The rise of open online courses will affect almost every part of higher education, including the international student market in Australia. AAP Image/Julian Smith

Mass Open Online Courseware (MOOCs) is less than a year old but it is already clear this will be the game changer in higher education worldwide. Right now it is reverberating through Australian universities like a tectonic shock.

The new paradigm, first developed in late 2011 by Sebastian Thrun and Peter Norvig at Stanford University, now based in Silicon Valley, will be as disruptive to conventional delivery in higher education as the internet has been for book publishers, newspapers, and the retail giants.

Just the beginning

Thrun’s first course in artificial intelligence quickly enrolled 160,000 students. His crucial innovation was not free courseware, which was ten years old, but online grading in multiple choice format and certification at the end of the program.

Students weren’t able to be credited in conventional degrees but could receive a “Statement of Accomplishment” that carried the Stanford brand. It was not a substitute for Stanford degrees but a new kind of prestige credential adapted to the internet.

The course involved student-to-student tutorial discussions, work groups and support systems. In the MOOC format, queries can be routed through FAQs and students can assess each other. It’s free, dirt cheap to run, rigorous in standard and brings you the world experts.

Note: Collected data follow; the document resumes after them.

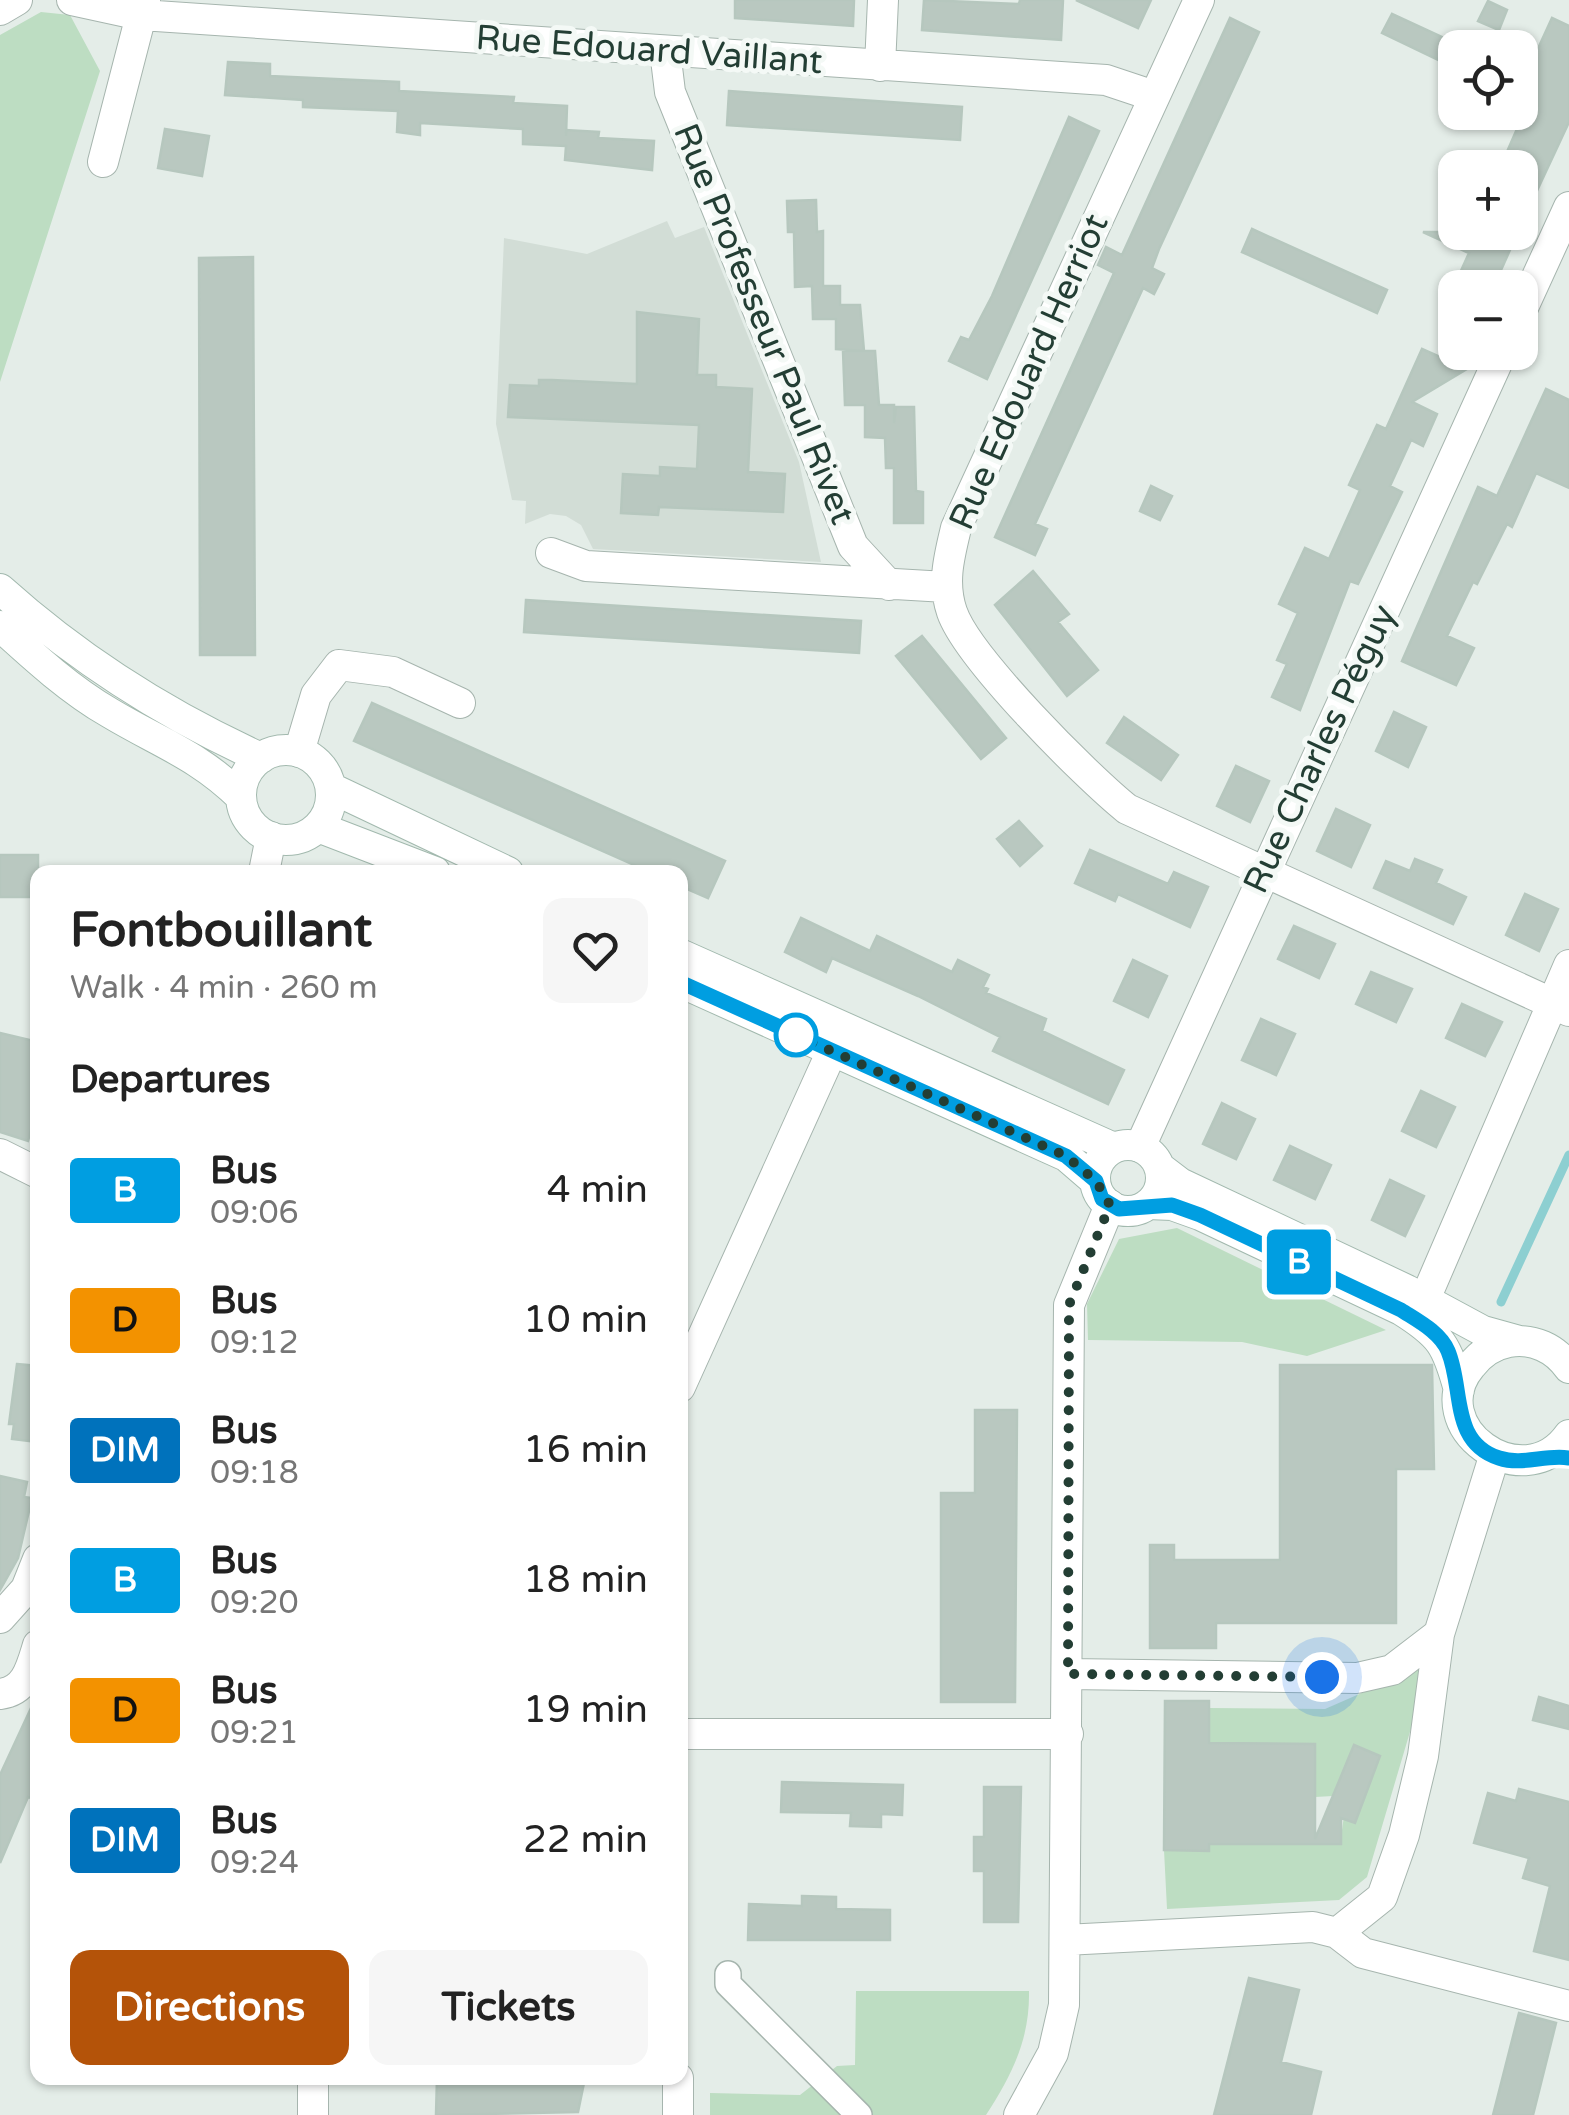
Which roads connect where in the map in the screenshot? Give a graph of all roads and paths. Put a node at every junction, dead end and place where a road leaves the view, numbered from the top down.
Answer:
1 (17, 0) edge
2 (72, 0) edge
3 (208, 0) edge
4 (883, 0) edge
5 (1199, 0) edge
6 (143, 8) edge
7 (0, 10) edge
8 (240, 23) junction
9 (665, 51) junction
10 (880, 66) junction
11 (1154, 96) junction
12 (103, 162) dead end
13 (1569, 208) edge
14 (1538, 275) edge
15 (1494, 370) edge
16 (853, 546) junction
17 (551, 553) dead end
18 (834, 584) junction
19 (889, 585) junction
20 (946, 587) junction
21 (0, 589) edge
22 (0, 626) edge
23 (460, 703) dead end
24 (298, 752) junction
25 (261, 758) junction
26 (331, 788) junction
27 (242, 796) junction
28 (318, 827) junction
29 (271, 837) junction
30 (265, 865) edge
31 (419, 865) edge
32 (493, 865) edge
33 (1263, 875) junction
34 (688, 957) edge
35 (1569, 965) edge
36 (688, 986) edge
37 (1560, 1007) edge
38 (836, 1052) junction
39 (0, 1154) edge
40 (1138, 1154) junction
41 (30, 1169) edge
42 (1103, 1193) junction
43 (1148, 1204) junction
44 (1425, 1299) junction
45 (1519, 1341) junction
46 (1567, 1360) edge
47 (688, 1369) edge
48 (1459, 1390) junction
49 (1562, 1449) edge
50 (1494, 1457) junction
51 (30, 1579) edge
52 (0, 1618) edge
53 (1439, 1634) junction
54 (30, 1671) edge
55 (1068, 1674) junction
56 (0, 1696) edge
57 (688, 1734) edge
58 (1068, 1734) junction
59 (1337, 1933) junction
60 (1065, 1940) junction
61 (728, 1974) dead end
62 (1569, 2006) edge
63 (313, 2085) edge
64 (678, 2085) edge
65 (312, 2115) edge
66 (678, 2115) edge
67 (859, 2115) edge
68 (1019, 2115) edge

1 - 7 street
2 - 6 street, Rue Edouard Vaillant
3 - 8 street
4 - 10 street
5 - 11 street, Rue Edouard Herriot
6 - 8 street, Rue Edouard Vaillant
6 - 12 street
8 - 9 street, Rue Edouard Vaillant
9 - 10 street, Rue Edouard Vaillant
9 - 16 street, Rue Professeur Paul Rivet
10 - 11 street, Rue Edouard Vaillant
11 - 20 street, Rue Edouard Herriot
13 - 14 street
15 - 33 street, Rue Charles Péguy
16 - 18 street
16 - 19 street, Rue Professeur Paul Rivet
17 - 18 street
18 - 19 street
19 - 20 street
20 - 33 street
21 - 25 street
22 - 27 street
23 - 24 street
24 - 25 street
24 - 26 street
25 - 27 street
26 - 28 street
26 - 32 street
27 - 29 street
28 - 29 street
28 - 31 street
29 - 30 street
33 - 37 street
33 - 40 street, Rue Charles Péguy
34 - 40 street
35 - 37 street
36 - 38 street
37 - 44 street
38 - 42 street
38 - 47 street
39 - 41 street
40 - 42 street
40 - 43 street
40 - 44 street
42 - 43 street
42 - 55 street
43 - 48 street
44 - 45 street
45 - 46 street
45 - 48 street
48 - 50 street
49 - 50 street
50 - 53 street
51 - 52 street
53 - 55 street
53 - 59 street
54 - 56 street
55 - 58 street
57 - 58 street
58 - 60 street
59 - 60 street
59 - 62 street
60 - 68 street
61 - 67 street
63 - 65 street
64 - 66 street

Physics from Higgs or Hawking beats the local science teacher any day. Especially if you don’t have one.

Thrun’s company Udacity now has more than 20 staff pumping out courseware. Two Stanford colleagues have created the parallel company Coursera which is building global enrolments in over 50 programs, using name professors from Stanford, Princeton, Berkeley, Michigan and Pennsylvania. Harvard and MIT have formed a partnership under the name “edX”.

The economics of disruption

The MOOC paradigm disrupts normal higher education for reasons that are inherent in the economics of internet-provided goods. Firstly, it is disruptive because open access knowledge is a “public good” that is non-rivalrous and non-excludable.

As the late Elinor Ostrom said in her 2009 Nobel Prize lecture:

“Public goods are both non-excludable (impossible to keep those who have not paid for a good from consuming it) and non-rivalrous (whatever individual A consumes does not limit the consumption by others).”

It’s a good description of the web as a whole. But prestige higher education provided free of charge has another feature that looks more like a market. When competing for free hits from the public, MOOCs from household name Ivy League universities have a decided edge over Snake Gully College. It’s not just an advantage, it’s complete domination.

Open courseware has the same logic as the winner-take-all markets in celebrity actors or top movies or music. A tiny handful of producers and products dominate the global market, overwhelmingly. After all, there is only one Elvis, and only one Harvard.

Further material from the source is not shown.